England Players want Martin Johnson to stay on

England’s Rugby players have urged manager Martin Johnson to remain in charge of the England Team even though they exited the Rugby World Cup at the Quarter final stage.

Johnson, whose contract is up for renewal in December, made no decision about his immediate future after England lost 19-12 to a revived France side in the quarter-finals on Saturday.

The man who captained England to the 2003 World Cup and aimed to be the first player to return to the winners’ rostrum as a successful coach, said his future was not a matter for discussion when “emotions are still raw”.

Younger members of the squad want Johnson to take the team through to the 2015 World Cup in England just as former coach Clive Woodward, who guided the side to glory in 2003, was given another shot at winning the Webb Ellis Trophy after presiding over the quarter-final defeat by the Springboks four years earlier.

“Without a shadow of a doubt,” said 22-year-old scrum-half Ben Youngs when asked if Johnson should stay in post. “I’ve got nothing but respect for ‘Jonno’.”

Full-back Ben Foden agreed.

“Do I want Martin Johnson to stay? Of course. You can’t really fault ‘Jonno’s’ enthusiasm and what he’s trying to achieve.”

England’s director of rugby operations, Rob Andrew, who will lead a review of the performance, refrained from openly endorsing Johnson.

But Andrew said the situation was different to 2007 when Brian Ashton was sacked as England coach following the World Cup final loss to South Africa.

“The key thing from my point of view is we take the next four to six weeks with Martin to review what went on,” Andrew, sitting beside Johnson at a press conference, said Sunday.

“Obviously, Martin will reflect on why we’ve gone out in the quarter-final of a World Cup,” former England fly-half Andrew added.

“We now have to take stock and not over-react one way or the other.”

The damage was done for England in the first half hour when France piled on 16 unanswered points and Johnson saw issues across the board, particularly with an inability to handle the high ball and weak defence.

There were also signs of problems in the pool matches when England twice had to come from behind to beat Argentina and then Scotland.

“We made it tough on ourselves.
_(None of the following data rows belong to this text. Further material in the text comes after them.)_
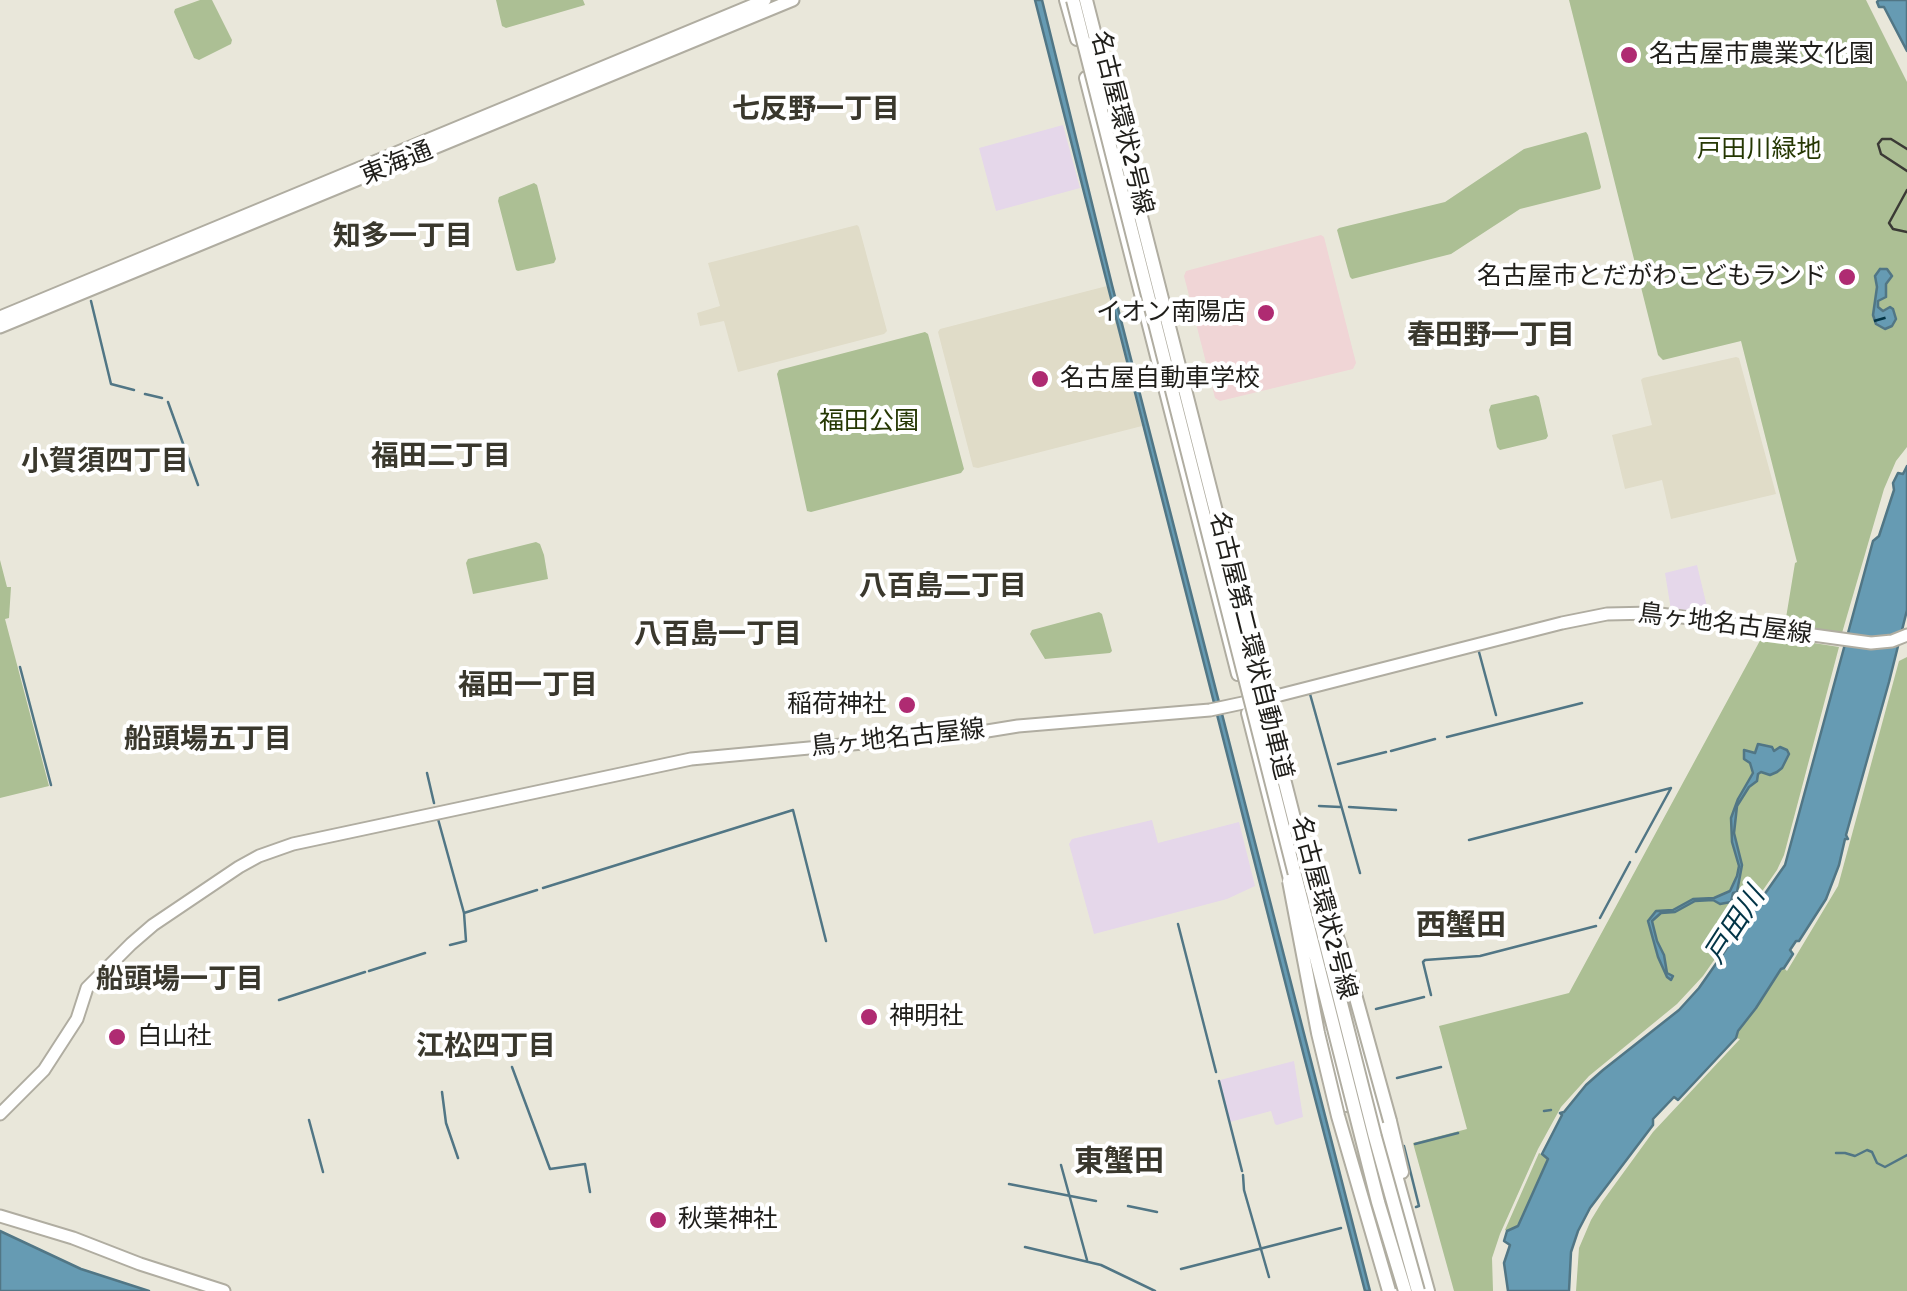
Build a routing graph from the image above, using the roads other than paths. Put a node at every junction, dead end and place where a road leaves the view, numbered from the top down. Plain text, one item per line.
1 (765, 0) edge
2 (793, 0) edge
3 (1072, 0) edge
4 (1088, 0) edge
5 (0, 317) edge
6 (0, 327) edge
7 (1175, 334) junction
8 (1180, 421) dead end
9 (1906, 635) edge
10 (1268, 698) junction
11 (1246, 703) junction
12 (1276, 796) junction
13 (1291, 808) junction
14 (0, 1114) edge
15 (0, 1216) edge
16 (1417, 1255) junction
17 (224, 1291) edge
18 (1390, 1291) edge
19 (1401, 1291) edge
20 (1418, 1291) edge
21 (1428, 1291) edge

1 - 5 main road, 東海通
2 - 6 main road, 東海通
3 - 11 highway, 名古屋環状2号線
3 - 12 highway, 名古屋第二環状自動車道, bridge
4 - 7 highway, 名古屋環状2号線
4 - 13 highway, 名古屋第二環状自動車道, bridge
7 - 8 highway
7 - 10 highway, 名古屋環状2号線
9 - 10 main road, 鳥ヶ地名古屋線
10 - 11 main road, 鳥ヶ地名古屋線
10 - 16 highway, 名古屋環状2号線
11 - 14 main road, 鳥ヶ地名古屋線
11 - 19 highway, 名古屋環状2号線
12 - 18 highway, bridge
12 - 19 highway, 名古屋第二環状自動車道, bridge
13 - 16 highway, bridge
13 - 20 highway, 名古屋第二環状自動車道, bridge
15 - 17 main road
16 - 21 highway, 名古屋環状2号線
It was frustrating at times we didn’t get the chance to put games away but that’s World Cups, it’s all about pressure,” Johnson said, adding it was too soon to talk about his future.
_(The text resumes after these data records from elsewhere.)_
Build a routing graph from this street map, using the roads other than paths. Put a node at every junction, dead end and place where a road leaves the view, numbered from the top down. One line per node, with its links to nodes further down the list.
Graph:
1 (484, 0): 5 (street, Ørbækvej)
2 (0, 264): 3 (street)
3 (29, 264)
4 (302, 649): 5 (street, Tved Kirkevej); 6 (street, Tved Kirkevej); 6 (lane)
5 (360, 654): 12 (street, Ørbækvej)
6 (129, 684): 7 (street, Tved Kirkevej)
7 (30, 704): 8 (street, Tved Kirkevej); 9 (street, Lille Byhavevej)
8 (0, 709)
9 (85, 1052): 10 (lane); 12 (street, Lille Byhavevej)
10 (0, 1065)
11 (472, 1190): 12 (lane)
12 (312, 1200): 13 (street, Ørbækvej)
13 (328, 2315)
“The emotions are still very raw for everyone so you need to step away from it.”

Johnson insisted off-field incidents involving Mike Tindall’s nightlife and other players harassing a female hotel worker had no impact on what happened against France.

“We dealt with it early on in the campaign and got on with it. So there was no lingering effect.”

“But ultimately (the tournament) ends in one of two ways — you’re either bitterly disappointed or you’ve won it.”

For senior members of the England team including Jonny Wilkinson and Tindall, who played with former lock Johnson in the triumphant 2003 side, as well as secnd row Simon Shaw and captain Lewis Moody, their World Cup days are likely over.

But Johnson believes the best days are ahead for the younger players he has nurtured and they’d be better for the bitter experience of losing to France.

“Their effort was fantastic, but we left ourselves with far too much to do.

“It’s brutal. That’s what World Cups are. One team goes home with a smile, for everyone else it ends in tears.”